What you will do: Retype, word for word, the lines from the first line of the entries through the line that holds "position:absolute; left:24px; top:24px;"; leave out the pictures.

The data:
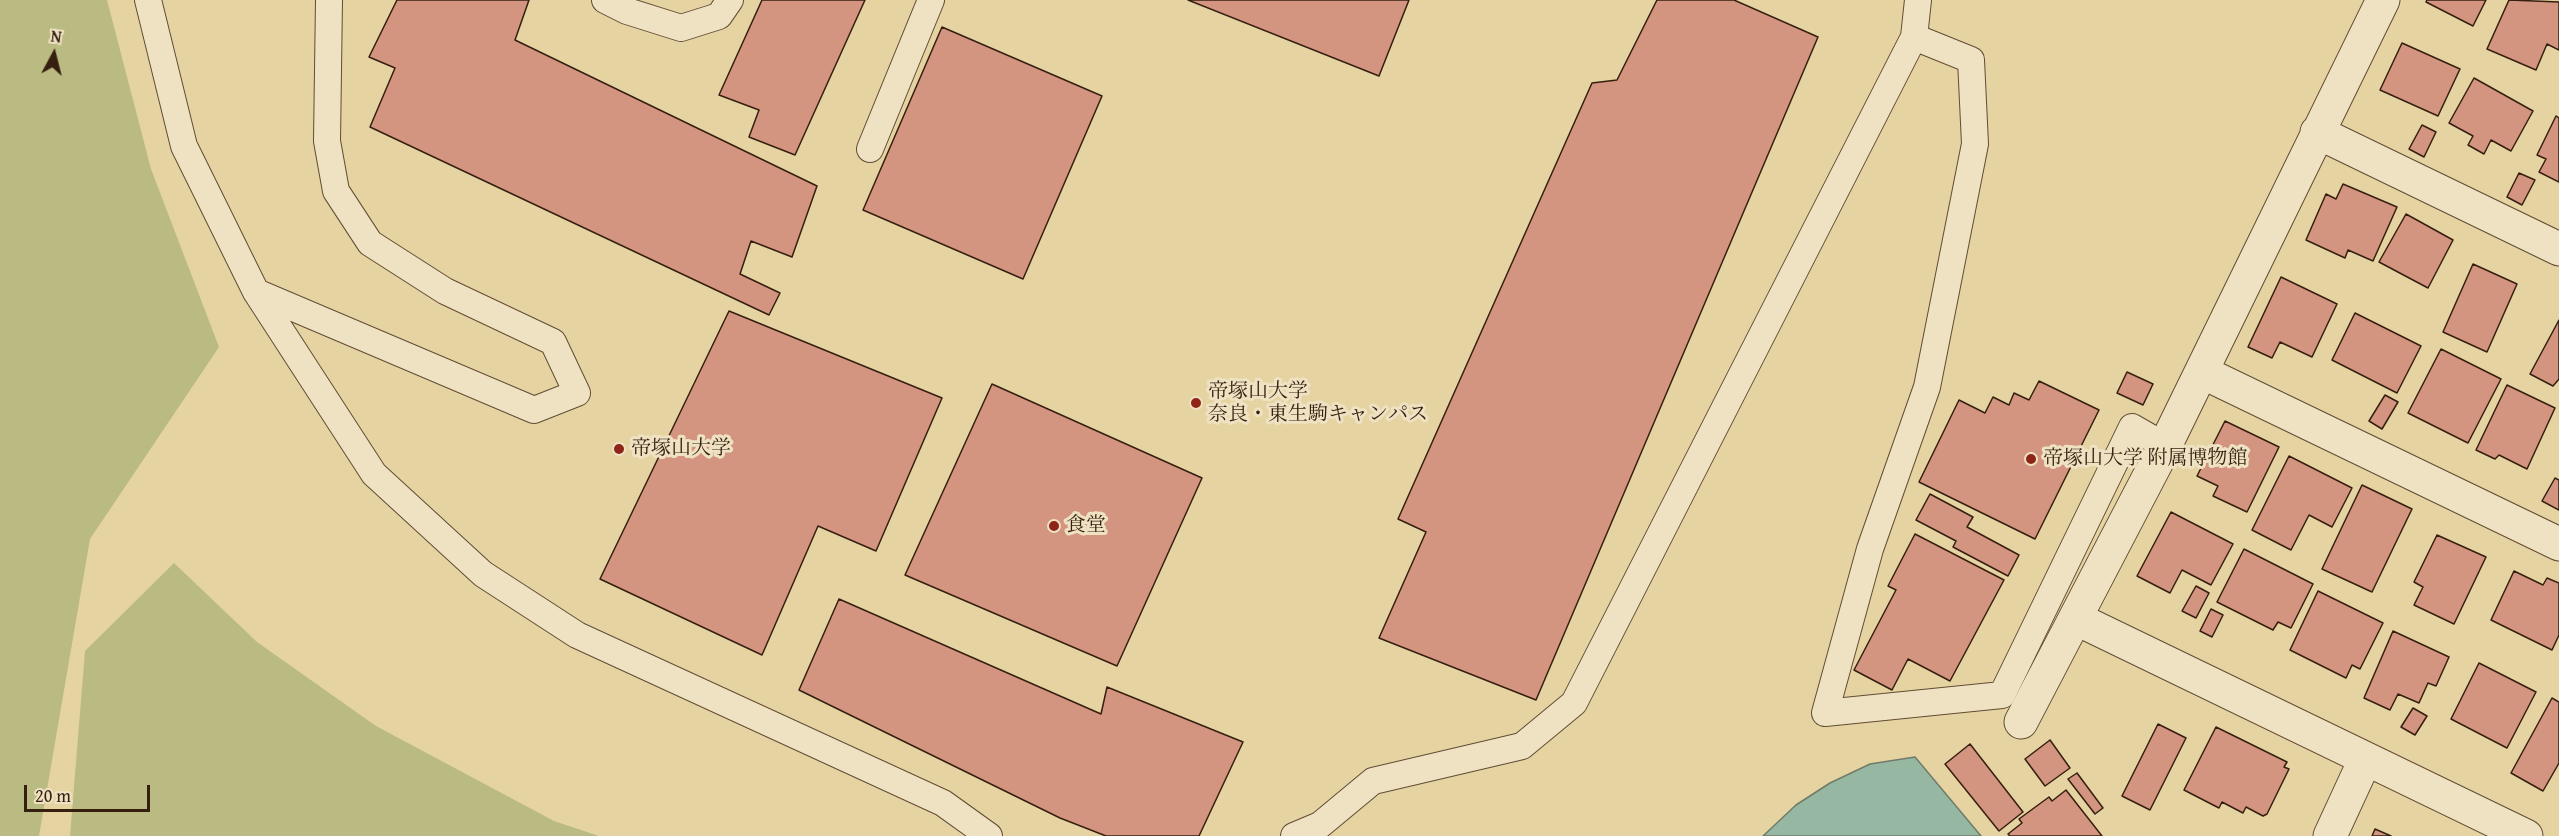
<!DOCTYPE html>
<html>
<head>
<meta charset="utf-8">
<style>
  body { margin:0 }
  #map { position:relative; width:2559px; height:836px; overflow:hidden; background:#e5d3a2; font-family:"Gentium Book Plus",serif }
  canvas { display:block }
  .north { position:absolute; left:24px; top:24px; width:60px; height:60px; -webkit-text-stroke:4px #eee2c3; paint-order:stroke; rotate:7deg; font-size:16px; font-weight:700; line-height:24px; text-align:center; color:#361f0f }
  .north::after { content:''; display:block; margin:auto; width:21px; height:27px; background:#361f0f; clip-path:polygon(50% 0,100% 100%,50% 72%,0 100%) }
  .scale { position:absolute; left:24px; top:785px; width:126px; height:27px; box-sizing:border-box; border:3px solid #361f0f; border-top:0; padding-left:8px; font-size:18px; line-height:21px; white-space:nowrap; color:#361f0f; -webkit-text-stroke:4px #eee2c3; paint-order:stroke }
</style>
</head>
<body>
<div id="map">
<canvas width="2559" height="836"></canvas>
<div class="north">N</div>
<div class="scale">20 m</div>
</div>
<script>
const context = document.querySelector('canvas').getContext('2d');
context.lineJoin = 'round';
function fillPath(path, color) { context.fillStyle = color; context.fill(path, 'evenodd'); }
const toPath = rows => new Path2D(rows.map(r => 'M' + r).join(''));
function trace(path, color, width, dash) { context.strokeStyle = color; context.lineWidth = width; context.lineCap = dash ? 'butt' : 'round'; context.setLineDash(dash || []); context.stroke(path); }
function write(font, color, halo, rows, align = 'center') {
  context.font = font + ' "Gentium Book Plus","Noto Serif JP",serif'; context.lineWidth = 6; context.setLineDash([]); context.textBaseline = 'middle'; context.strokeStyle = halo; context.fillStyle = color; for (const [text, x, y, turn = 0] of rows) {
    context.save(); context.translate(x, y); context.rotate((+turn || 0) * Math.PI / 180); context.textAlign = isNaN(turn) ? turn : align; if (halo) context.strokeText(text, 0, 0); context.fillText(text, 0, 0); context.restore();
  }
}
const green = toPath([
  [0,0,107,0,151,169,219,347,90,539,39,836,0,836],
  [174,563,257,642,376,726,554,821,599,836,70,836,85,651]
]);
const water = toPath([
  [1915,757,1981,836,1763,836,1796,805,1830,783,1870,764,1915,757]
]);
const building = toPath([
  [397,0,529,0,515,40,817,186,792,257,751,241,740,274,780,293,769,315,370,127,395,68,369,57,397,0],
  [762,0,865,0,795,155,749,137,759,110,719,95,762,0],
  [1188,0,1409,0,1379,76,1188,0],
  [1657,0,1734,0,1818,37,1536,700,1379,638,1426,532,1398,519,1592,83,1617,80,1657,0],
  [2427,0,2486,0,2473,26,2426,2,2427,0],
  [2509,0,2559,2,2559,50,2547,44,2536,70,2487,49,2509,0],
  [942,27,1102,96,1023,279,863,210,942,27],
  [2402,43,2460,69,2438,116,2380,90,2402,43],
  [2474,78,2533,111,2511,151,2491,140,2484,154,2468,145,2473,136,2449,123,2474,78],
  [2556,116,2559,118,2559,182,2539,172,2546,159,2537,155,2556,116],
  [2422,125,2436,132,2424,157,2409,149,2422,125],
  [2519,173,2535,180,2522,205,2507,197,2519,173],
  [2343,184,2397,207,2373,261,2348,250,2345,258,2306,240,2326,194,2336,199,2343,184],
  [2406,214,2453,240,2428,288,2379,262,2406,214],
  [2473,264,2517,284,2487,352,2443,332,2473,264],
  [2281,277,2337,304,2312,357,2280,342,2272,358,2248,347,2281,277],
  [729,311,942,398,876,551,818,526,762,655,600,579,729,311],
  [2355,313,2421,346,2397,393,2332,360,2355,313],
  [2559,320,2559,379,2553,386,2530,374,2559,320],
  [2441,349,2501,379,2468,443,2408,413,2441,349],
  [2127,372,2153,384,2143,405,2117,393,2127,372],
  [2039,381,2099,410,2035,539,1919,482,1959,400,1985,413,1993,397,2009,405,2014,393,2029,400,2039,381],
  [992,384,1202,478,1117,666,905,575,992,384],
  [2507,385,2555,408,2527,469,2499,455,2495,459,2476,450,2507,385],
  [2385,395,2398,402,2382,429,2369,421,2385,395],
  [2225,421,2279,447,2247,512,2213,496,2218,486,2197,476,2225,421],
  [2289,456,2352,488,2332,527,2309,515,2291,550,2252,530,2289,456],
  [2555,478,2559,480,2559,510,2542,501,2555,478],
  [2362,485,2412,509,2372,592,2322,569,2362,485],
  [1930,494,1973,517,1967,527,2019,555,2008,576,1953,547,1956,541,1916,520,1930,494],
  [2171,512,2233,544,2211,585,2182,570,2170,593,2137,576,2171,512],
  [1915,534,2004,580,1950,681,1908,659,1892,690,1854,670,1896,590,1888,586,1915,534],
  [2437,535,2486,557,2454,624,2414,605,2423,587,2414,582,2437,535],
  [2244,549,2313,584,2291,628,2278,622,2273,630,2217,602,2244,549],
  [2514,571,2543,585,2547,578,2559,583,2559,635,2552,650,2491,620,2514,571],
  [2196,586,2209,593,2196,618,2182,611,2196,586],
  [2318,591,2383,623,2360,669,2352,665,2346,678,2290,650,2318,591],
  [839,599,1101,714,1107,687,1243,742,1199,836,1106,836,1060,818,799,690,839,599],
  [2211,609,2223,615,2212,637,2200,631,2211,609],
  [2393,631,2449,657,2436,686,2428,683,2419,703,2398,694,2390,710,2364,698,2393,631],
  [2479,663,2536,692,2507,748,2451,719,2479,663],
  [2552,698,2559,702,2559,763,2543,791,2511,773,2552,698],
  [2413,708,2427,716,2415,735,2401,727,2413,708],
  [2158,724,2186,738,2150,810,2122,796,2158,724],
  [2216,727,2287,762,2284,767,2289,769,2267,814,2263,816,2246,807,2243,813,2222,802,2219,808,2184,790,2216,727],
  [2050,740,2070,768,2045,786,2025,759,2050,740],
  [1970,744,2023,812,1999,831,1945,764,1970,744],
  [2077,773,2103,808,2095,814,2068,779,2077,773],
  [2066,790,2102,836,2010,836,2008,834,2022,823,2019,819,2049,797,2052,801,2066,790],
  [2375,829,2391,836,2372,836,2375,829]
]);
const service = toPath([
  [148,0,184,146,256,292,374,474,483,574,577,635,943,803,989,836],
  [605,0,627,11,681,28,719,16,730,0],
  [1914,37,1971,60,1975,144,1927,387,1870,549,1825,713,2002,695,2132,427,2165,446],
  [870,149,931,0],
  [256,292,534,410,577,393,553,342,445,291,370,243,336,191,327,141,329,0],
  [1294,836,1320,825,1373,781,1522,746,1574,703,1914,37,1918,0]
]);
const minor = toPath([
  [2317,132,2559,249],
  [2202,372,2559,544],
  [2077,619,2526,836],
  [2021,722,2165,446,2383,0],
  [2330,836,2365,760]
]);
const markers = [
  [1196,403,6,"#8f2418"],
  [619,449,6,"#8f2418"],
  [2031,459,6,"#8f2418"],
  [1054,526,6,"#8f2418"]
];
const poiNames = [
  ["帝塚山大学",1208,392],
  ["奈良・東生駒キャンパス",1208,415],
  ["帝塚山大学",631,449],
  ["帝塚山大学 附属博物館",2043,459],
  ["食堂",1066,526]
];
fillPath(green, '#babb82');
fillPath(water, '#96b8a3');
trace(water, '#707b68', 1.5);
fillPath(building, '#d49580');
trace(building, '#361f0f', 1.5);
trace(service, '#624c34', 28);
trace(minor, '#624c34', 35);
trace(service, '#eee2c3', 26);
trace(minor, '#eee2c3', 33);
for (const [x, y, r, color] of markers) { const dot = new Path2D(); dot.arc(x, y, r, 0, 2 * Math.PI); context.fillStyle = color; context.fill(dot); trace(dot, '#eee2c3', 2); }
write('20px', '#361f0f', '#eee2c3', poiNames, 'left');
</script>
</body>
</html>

Written solution:
<!DOCTYPE html>
<html>
<head>
<meta charset="utf-8">
<style>
  body { margin:0 }
  #map { position:relative; width:2559px; height:836px; overflow:hidden; background:#e5d3a2; font-family:"Gentium Book Plus",serif }
  canvas { display:block }
  .north { position:absolute; left:24px; top:24px; width:60px; height:60px; -webkit-text-stroke:4px #eee2c3; paint-order:stroke; rotate:7deg; font-size:16px; font-weight:700; line-height:24px; text-align:center; color:#361f0f }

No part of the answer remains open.